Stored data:
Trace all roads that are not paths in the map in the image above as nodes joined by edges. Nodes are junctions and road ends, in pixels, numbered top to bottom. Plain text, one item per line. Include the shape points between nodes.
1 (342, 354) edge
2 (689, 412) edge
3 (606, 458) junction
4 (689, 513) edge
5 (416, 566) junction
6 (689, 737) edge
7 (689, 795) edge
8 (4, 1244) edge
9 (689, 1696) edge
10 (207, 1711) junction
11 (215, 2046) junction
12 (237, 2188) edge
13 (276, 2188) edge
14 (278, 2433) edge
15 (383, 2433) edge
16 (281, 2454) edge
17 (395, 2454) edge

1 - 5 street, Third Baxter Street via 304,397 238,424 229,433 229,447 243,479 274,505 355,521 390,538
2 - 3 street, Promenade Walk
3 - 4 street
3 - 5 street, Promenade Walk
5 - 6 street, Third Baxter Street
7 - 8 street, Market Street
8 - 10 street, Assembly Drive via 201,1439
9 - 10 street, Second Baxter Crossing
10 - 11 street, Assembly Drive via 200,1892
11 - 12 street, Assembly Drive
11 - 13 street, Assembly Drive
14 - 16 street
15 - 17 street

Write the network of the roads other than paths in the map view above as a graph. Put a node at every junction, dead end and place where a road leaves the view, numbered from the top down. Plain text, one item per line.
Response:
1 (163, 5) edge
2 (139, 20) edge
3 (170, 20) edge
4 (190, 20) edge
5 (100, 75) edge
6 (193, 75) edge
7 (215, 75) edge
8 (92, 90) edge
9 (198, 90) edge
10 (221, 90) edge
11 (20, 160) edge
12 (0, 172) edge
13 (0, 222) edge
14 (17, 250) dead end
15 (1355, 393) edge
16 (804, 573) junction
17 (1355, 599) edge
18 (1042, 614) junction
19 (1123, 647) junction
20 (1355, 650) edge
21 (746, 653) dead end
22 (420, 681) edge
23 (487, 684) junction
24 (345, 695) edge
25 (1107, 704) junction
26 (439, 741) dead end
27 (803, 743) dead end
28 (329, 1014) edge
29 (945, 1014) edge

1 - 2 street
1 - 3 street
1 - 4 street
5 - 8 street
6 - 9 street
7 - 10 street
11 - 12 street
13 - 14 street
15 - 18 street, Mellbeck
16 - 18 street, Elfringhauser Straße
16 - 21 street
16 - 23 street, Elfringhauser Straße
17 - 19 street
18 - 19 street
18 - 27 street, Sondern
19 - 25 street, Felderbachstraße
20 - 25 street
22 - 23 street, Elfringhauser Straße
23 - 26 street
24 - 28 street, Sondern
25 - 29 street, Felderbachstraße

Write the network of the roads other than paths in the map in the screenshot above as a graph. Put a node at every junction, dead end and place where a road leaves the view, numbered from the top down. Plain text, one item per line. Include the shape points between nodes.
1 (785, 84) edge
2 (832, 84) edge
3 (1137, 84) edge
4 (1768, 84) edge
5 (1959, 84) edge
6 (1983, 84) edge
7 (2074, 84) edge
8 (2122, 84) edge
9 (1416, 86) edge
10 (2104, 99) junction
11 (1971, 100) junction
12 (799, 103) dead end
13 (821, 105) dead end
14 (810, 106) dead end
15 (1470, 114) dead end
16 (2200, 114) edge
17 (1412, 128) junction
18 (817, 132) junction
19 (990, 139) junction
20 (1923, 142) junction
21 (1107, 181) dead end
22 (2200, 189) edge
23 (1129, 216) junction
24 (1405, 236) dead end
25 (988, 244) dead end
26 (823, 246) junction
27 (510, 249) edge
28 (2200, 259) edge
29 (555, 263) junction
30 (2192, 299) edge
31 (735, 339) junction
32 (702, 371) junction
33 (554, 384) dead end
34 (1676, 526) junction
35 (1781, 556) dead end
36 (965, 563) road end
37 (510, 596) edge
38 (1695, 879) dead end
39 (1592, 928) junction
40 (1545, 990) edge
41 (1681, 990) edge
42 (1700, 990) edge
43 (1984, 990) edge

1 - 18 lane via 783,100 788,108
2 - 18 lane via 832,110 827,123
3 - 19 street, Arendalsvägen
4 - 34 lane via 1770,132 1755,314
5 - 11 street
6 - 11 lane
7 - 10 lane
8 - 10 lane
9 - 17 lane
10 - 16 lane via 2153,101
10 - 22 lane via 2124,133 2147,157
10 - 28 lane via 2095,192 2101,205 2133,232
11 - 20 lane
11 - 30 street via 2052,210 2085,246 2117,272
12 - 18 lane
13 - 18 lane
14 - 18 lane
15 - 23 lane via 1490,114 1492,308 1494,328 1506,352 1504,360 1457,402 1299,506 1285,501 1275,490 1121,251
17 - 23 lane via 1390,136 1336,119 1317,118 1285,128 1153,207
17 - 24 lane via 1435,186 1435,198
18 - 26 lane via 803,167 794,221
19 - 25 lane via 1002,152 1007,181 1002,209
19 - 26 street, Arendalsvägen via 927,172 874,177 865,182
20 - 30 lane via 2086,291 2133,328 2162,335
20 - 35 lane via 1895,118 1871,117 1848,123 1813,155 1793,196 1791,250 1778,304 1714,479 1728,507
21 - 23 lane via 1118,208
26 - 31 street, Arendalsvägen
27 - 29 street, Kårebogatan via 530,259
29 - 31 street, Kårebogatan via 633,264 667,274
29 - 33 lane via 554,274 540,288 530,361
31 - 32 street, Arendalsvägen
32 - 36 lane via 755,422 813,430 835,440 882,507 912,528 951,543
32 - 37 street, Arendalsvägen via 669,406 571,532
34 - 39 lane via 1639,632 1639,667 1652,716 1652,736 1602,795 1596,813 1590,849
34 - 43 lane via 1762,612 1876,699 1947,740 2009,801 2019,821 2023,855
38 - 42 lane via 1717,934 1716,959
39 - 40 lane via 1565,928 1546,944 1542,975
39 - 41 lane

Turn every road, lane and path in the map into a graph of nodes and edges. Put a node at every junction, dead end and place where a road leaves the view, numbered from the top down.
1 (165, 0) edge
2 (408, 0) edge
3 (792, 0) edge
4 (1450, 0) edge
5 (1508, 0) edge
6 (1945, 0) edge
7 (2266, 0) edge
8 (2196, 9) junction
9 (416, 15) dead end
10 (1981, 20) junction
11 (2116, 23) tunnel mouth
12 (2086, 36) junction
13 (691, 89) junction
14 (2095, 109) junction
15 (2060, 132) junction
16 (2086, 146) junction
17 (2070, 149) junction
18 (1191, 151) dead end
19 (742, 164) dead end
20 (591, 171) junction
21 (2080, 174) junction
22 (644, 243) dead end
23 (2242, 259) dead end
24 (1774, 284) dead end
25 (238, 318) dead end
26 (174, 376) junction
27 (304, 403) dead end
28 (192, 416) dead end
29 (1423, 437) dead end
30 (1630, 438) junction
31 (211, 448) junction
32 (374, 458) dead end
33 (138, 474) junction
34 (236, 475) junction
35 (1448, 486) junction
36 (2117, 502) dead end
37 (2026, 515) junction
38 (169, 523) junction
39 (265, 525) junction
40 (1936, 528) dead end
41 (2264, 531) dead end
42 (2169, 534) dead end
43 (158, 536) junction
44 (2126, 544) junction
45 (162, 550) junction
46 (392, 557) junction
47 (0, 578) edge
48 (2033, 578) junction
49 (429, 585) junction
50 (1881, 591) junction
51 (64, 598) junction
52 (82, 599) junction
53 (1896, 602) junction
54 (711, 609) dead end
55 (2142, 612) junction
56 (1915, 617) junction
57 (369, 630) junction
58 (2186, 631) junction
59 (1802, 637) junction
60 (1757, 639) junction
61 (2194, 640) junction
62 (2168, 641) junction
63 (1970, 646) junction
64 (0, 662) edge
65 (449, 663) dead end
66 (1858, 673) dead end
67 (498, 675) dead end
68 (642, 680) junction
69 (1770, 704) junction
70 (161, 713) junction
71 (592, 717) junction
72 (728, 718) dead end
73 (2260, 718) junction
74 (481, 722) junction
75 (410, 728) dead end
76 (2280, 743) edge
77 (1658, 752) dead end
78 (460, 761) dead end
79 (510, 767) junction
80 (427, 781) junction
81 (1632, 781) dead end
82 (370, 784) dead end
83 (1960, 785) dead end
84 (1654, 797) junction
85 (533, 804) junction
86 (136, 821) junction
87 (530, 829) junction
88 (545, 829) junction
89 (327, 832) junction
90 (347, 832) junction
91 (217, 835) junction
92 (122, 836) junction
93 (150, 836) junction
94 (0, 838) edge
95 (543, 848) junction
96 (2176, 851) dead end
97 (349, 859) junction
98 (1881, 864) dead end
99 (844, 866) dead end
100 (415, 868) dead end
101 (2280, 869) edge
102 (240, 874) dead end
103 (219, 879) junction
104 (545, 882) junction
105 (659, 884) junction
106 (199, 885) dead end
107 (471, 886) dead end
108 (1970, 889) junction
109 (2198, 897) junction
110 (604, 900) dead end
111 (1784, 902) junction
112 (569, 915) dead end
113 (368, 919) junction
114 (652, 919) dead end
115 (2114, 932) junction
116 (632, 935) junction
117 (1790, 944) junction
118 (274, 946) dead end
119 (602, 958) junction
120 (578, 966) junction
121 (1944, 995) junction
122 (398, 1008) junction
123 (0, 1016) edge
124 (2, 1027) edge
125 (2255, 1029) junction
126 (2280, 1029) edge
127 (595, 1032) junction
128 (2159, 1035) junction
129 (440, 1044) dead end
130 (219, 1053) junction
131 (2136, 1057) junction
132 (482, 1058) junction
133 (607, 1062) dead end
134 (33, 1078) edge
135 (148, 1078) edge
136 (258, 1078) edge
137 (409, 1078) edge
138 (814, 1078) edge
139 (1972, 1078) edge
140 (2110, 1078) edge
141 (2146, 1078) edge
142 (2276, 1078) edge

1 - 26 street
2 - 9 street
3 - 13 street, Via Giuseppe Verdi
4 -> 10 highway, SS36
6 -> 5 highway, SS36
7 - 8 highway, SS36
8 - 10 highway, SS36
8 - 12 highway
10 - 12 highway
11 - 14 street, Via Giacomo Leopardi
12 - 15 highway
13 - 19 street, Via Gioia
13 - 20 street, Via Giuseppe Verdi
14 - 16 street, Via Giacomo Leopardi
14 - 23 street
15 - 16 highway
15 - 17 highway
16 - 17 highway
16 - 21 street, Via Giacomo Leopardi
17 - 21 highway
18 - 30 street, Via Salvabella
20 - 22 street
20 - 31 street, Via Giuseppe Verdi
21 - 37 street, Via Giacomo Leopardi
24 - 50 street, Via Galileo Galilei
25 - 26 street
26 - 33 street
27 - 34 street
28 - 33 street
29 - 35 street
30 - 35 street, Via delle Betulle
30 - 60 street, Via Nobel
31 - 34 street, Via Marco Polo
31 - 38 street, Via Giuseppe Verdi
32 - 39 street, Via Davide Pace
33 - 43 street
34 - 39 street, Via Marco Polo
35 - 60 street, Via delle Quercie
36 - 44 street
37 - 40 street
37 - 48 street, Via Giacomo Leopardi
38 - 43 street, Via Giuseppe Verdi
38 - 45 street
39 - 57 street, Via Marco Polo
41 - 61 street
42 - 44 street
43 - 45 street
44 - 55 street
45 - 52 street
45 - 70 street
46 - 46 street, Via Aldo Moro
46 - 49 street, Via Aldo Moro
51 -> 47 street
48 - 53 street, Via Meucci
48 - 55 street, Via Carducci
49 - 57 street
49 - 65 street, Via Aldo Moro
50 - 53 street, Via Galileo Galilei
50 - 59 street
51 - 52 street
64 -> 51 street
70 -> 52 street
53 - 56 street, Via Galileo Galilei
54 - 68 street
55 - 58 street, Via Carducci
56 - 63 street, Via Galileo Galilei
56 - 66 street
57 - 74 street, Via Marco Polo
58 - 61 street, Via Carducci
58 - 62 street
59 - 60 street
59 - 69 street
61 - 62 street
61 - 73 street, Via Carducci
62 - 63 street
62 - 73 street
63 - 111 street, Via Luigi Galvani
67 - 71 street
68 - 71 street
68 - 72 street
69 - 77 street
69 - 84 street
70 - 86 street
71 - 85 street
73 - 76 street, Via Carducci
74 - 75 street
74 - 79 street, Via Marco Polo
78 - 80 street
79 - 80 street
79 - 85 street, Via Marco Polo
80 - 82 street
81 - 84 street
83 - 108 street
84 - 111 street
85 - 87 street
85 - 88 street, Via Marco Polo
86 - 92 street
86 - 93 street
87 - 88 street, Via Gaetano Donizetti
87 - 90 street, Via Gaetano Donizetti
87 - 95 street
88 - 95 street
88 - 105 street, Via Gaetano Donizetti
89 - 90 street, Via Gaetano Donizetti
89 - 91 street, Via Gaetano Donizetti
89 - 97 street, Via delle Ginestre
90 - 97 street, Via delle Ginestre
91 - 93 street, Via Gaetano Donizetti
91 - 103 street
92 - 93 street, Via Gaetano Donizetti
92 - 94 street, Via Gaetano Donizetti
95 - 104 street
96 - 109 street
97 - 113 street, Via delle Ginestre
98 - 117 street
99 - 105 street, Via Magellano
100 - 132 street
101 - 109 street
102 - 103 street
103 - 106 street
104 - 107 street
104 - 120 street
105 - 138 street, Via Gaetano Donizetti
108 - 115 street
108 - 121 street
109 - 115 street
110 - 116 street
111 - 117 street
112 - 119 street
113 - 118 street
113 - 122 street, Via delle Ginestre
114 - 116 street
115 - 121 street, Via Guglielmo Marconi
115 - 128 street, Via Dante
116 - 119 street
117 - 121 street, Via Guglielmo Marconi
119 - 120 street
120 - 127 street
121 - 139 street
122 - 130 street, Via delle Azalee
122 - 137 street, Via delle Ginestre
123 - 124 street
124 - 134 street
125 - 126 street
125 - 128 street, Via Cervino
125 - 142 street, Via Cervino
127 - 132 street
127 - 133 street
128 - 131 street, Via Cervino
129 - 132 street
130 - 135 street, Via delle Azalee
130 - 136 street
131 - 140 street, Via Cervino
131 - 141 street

**Work instruction:**
Where a line of the data holds "Verdi", show that line.

**Result below:**
3 - 13 street, Via Giuseppe Verdi
13 - 20 street, Via Giuseppe Verdi
20 - 31 street, Via Giuseppe Verdi
31 - 38 street, Via Giuseppe Verdi
38 - 43 street, Via Giuseppe Verdi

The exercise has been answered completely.